_Assignment_.
Print each entry again exactly as written, and keep the pictures out.

_Material shown_.
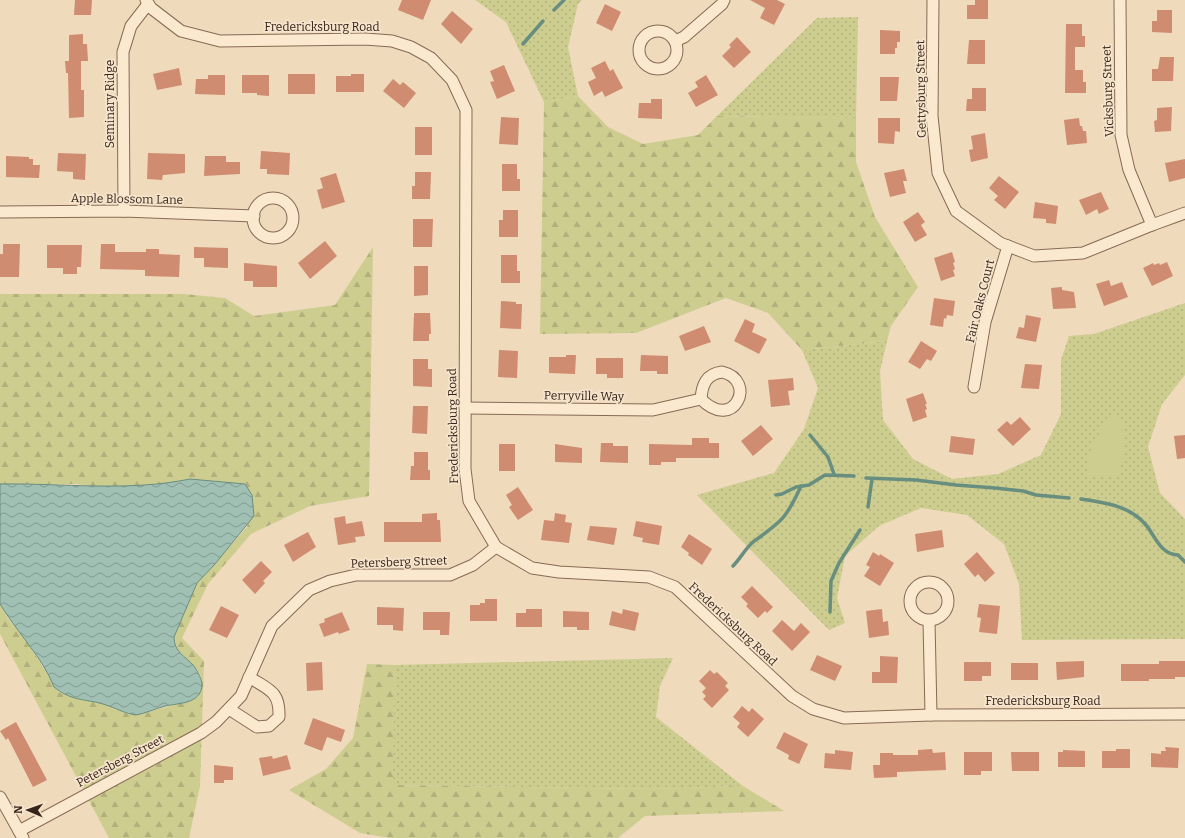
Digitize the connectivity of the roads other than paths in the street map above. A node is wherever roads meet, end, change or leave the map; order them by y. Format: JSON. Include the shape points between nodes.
{"nodes":[{"id":1,"x":724,"y":0,"type":"edge"},
{"id":2,"x":933,"y":0,"type":"edge"},
{"id":3,"x":1120,"y":0,"type":"edge"},
{"id":4,"x":147,"y":2,"type":"edge"},
{"id":5,"x":675,"y":41,"type":"dead end"},
{"id":6,"x":124,"y":211,"type":"junction"},
{"id":7,"x":0,"y":212,"type":"edge"},
{"id":8,"x":1185,"y":213,"type":"edge"},
{"id":9,"x":254,"y":216,"type":"dead end"},
{"id":10,"x":1152,"y":225,"type":"junction"},
{"id":11,"x":1008,"y":246,"type":"junction"},
{"id":12,"x":974,"y":387,"type":"dead end"},
{"id":13,"x":701,"y":399,"type":"dead end"},
{"id":14,"x":465,"y":408,"type":"junction"},
{"id":15,"x":496,"y":547,"type":"junction"},
{"id":16,"x":929,"y":621,"type":"dead end"},
{"id":17,"x":249,"y":677,"type":"junction"},
{"id":18,"x":229,"y":710,"type":"junction"},
{"id":19,"x":1185,"y":714,"type":"edge"},
{"id":20,"x":931,"y":715,"type":"junction"},
{"id":21,"x":0,"y":797,"type":"edge"},
{"id":22,"x":21,"y":834,"type":"edge"}],
"edges":[{"from":1,"to":5,"type":"street","via":[[684,37]]},
{"from":2,"to":11,"type":"street","name":"Gettysburg Street","via":[[932,116],[938,173],[956,211]]},
{"from":3,"to":10,"type":"street","name":"Vicksburg Street","via":[[1121,135],[1129,170]]},
{"from":4,"to":6,"type":"street","name":"Seminary Ridge","via":[[131,26],[123,52]]},
{"from":4,"to":14,"type":"street","name":"Fredericksburg Road","via":[[181,31],[220,41],[392,41],[411,47],[431,58],[452,80],[466,110]]},
{"from":6,"to":7,"type":"street","name":"Apple Blossom Lane"},
{"from":6,"to":9,"type":"street","name":"Apple Blossom Lane"},
{"from":8,"to":10,"type":"street","name":"Gettysburg Street"},
{"from":10,"to":11,"type":"street","name":"Gettysburg Street","via":[[1083,253],[1034,256]]},
{"from":11,"to":12,"type":"street","name":"Fair Oaks Court","via":[[985,322]]},
{"from":13,"to":14,"type":"street","name":"Perryville Way","via":[[653,410]]},
{"from":14,"to":15,"type":"street","name":"Fredericksburg Road","via":[[464,469],[469,501]]},
{"from":15,"to":17,"type":"street","name":"Petersberg Street","via":[[473,565],[450,575],[356,575],[330,581],[309,590],[272,626]]},
{"from":15,"to":20,"type":"street","name":"Fredericksburg Road","via":[[532,568],[649,577],[675,587],[792,696],[813,709],[844,718]]},
{"from":16,"to":20,"type":"street"},
{"from":17,"to":18,"type":"street","name":"Petersberg Street","via":[[241,696]]},
{"from":17,"to":18,"type":"street","via":[[275,694],[280,704],[279,718],[269,726],[257,727]]},
{"from":18,"to":22,"type":"street","name":"Petersberg Street","via":[[201,733]]},
{"from":19,"to":20,"type":"street","name":"Fredericksburg Road"},
{"from":21,"to":22,"type":"street"}]}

_Written response_.
Digitize the connectivity of the roads other than paths in the street map above. A node is wherever roads meet, end, change or leave the map; order them by y. Format: JSON. Include the shape points between nodes.
{"nodes":[{"id":1,"x":724,"y":0,"type":"edge"},
{"id":2,"x":933,"y":0,"type":"edge"},
{"id":3,"x":1120,"y":0,"type":"edge"},
{"id":4,"x":147,"y":2,"type":"edge"},
{"id":5,"x":675,"y":41,"type":"dead end"},
{"id":6,"x":124,"y":211,"type":"junction"},
{"id":7,"x":0,"y":212,"type":"edge"},
{"id":8,"x":1185,"y":213,"type":"edge"},
{"id":9,"x":254,"y":216,"type":"dead end"},
{"id":10,"x":1152,"y":225,"type":"junction"},
{"id":11,"x":1008,"y":246,"type":"junction"},
{"id":12,"x":974,"y":387,"type":"dead end"},
{"id":13,"x":701,"y":399,"type":"dead end"},
{"id":14,"x":465,"y":408,"type":"junction"},
{"id":15,"x":496,"y":547,"type":"junction"},
{"id":16,"x":929,"y":621,"type":"dead end"},
{"id":17,"x":249,"y":677,"type":"junction"},
{"id":18,"x":229,"y":710,"type":"junction"},
{"id":19,"x":1185,"y":714,"type":"edge"},
{"id":20,"x":931,"y":715,"type":"junction"},
{"id":21,"x":0,"y":797,"type":"edge"},
{"id":22,"x":21,"y":834,"type":"edge"}],
"edges":[{"from":1,"to":5,"type":"street","via":[[684,37]]},
{"from":2,"to":11,"type":"street","name":"Gettysburg Street","via":[[932,116],[938,173],[956,211]]},
{"from":3,"to":10,"type":"street","name":"Vicksburg Street","via":[[1121,135],[1129,170]]},
{"from":4,"to":6,"type":"street","name":"Seminary Ridge","via":[[131,26],[123,52]]},
{"from":4,"to":14,"type":"street","name":"Fredericksburg Road","via":[[181,31],[220,41],[392,41],[411,47],[431,58],[452,80],[466,110]]},
{"from":6,"to":7,"type":"street","name":"Apple Blossom Lane"},
{"from":6,"to":9,"type":"street","name":"Apple Blossom Lane"},
{"from":8,"to":10,"type":"street","name":"Gettysburg Street"},
{"from":10,"to":11,"type":"street","name":"Gettysburg Street","via":[[1083,253],[1034,256]]},
{"from":11,"to":12,"type":"street","name":"Fair Oaks Court","via":[[985,322]]},
{"from":13,"to":14,"type":"street","name":"Perryville Way","via":[[653,410]]},
{"from":14,"to":15,"type":"street","name":"Fredericksburg Road","via":[[464,469],[469,501]]},
{"from":15,"to":17,"type":"street","name":"Petersberg Street","via":[[473,565],[450,575],[356,575],[330,581],[309,590],[272,626]]},
{"from":15,"to":20,"type":"street","name":"Fredericksburg Road","via":[[532,568],[649,577],[675,587],[792,696],[813,709],[844,718]]},
{"from":16,"to":20,"type":"street"},
{"from":17,"to":18,"type":"street","name":"Petersberg Street","via":[[241,696]]},
{"from":17,"to":18,"type":"street","via":[[275,694],[280,704],[279,718],[269,726],[257,727]]},
{"from":18,"to":22,"type":"street","name":"Petersberg Street","via":[[201,733]]},
{"from":19,"to":20,"type":"street","name":"Fredericksburg Road"},
{"from":21,"to":22,"type":"street"}]}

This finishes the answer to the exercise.